◆ **EXERCISE BRIEF**
Return the entries below exactly as written.
──────────────────────────────
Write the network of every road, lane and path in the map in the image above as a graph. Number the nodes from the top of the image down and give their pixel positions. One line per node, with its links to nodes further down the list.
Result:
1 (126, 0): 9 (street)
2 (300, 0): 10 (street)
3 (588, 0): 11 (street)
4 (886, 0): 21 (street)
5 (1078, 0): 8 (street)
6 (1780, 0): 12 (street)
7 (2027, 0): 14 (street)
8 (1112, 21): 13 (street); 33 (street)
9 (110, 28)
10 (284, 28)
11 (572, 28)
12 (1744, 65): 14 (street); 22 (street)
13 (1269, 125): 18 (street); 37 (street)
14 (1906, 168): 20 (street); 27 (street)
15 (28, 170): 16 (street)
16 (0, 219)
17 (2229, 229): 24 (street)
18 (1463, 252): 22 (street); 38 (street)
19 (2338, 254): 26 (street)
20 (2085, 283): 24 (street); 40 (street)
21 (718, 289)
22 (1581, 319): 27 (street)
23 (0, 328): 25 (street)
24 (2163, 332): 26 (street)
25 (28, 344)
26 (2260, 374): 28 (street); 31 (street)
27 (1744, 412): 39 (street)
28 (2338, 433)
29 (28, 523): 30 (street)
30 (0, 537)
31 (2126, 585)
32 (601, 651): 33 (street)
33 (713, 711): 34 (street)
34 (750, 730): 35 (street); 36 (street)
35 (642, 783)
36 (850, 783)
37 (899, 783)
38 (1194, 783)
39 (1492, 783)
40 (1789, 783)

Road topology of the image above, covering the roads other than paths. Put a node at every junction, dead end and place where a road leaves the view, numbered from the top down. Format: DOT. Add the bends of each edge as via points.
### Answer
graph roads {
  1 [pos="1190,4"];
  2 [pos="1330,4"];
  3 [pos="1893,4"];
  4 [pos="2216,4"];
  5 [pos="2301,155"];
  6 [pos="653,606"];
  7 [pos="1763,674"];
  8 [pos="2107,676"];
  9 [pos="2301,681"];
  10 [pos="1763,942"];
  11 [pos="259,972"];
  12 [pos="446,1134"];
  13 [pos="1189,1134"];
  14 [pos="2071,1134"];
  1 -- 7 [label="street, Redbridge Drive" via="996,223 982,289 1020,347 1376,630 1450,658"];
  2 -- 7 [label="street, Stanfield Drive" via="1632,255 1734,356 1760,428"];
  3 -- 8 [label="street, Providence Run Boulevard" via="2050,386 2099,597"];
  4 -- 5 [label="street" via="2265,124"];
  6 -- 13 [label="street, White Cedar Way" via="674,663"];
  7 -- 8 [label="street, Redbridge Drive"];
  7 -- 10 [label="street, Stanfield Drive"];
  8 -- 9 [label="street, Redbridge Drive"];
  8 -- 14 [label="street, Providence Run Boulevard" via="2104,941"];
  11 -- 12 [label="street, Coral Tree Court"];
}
──────────────────────────────
◆ **ANSWER TO THIS EXERCISE**
Write the network of every road, lane and path in the map in the image above as a graph. Number the nodes from the top of the image down and give their pixel positions. One line per node, with its links to nodes further down the list.
Result:
1 (126, 0): 9 (street)
2 (300, 0): 10 (street)
3 (588, 0): 11 (street)
4 (886, 0): 21 (street)
5 (1078, 0): 8 (street)
6 (1780, 0): 12 (street)
7 (2027, 0): 14 (street)
8 (1112, 21): 13 (street); 33 (street)
9 (110, 28)
10 (284, 28)
11 (572, 28)
12 (1744, 65): 14 (street); 22 (street)
13 (1269, 125): 18 (street); 37 (street)
14 (1906, 168): 20 (street); 27 (street)
15 (28, 170): 16 (street)
16 (0, 219)
17 (2229, 229): 24 (street)
18 (1463, 252): 22 (street); 38 (street)
19 (2338, 254): 26 (street)
20 (2085, 283): 24 (street); 40 (street)
21 (718, 289)
22 (1581, 319): 27 (street)
23 (0, 328): 25 (street)
24 (2163, 332): 26 (street)
25 (28, 344)
26 (2260, 374): 28 (street); 31 (street)
27 (1744, 412): 39 (street)
28 (2338, 433)
29 (28, 523): 30 (street)
30 (0, 537)
31 (2126, 585)
32 (601, 651): 33 (street)
33 (713, 711): 34 (street)
34 (750, 730): 35 (street); 36 (street)
35 (642, 783)
36 (850, 783)
37 (899, 783)
38 (1194, 783)
39 (1492, 783)
40 (1789, 783)

Road topology of the image above, covering the roads other than paths. Put a node at every junction, dead end and place where a road leaves the view, numbered from the top down. Format: DOT. Add the bends of each edge as via points.
### Answer
graph roads {
  1 [pos="1190,4"];
  2 [pos="1330,4"];
  3 [pos="1893,4"];
  4 [pos="2216,4"];
  5 [pos="2301,155"];
  6 [pos="653,606"];
  7 [pos="1763,674"];
  8 [pos="2107,676"];
  9 [pos="2301,681"];
  10 [pos="1763,942"];
  11 [pos="259,972"];
  12 [pos="446,1134"];
  13 [pos="1189,1134"];
  14 [pos="2071,1134"];
  1 -- 7 [label="street, Redbridge Drive" via="996,223 982,289 1020,347 1376,630 1450,658"];
  2 -- 7 [label="street, Stanfield Drive" via="1632,255 1734,356 1760,428"];
  3 -- 8 [label="street, Providence Run Boulevard" via="2050,386 2099,597"];
  4 -- 5 [label="street" via="2265,124"];
  6 -- 13 [label="street, White Cedar Way" via="674,663"];
  7 -- 8 [label="street, Redbridge Drive"];
  7 -- 10 [label="street, Stanfield Drive"];
  8 -- 9 [label="street, Redbridge Drive"];
  8 -- 14 [label="street, Providence Run Boulevard" via="2104,941"];
  11 -- 12 [label="street, Coral Tree Court"];
}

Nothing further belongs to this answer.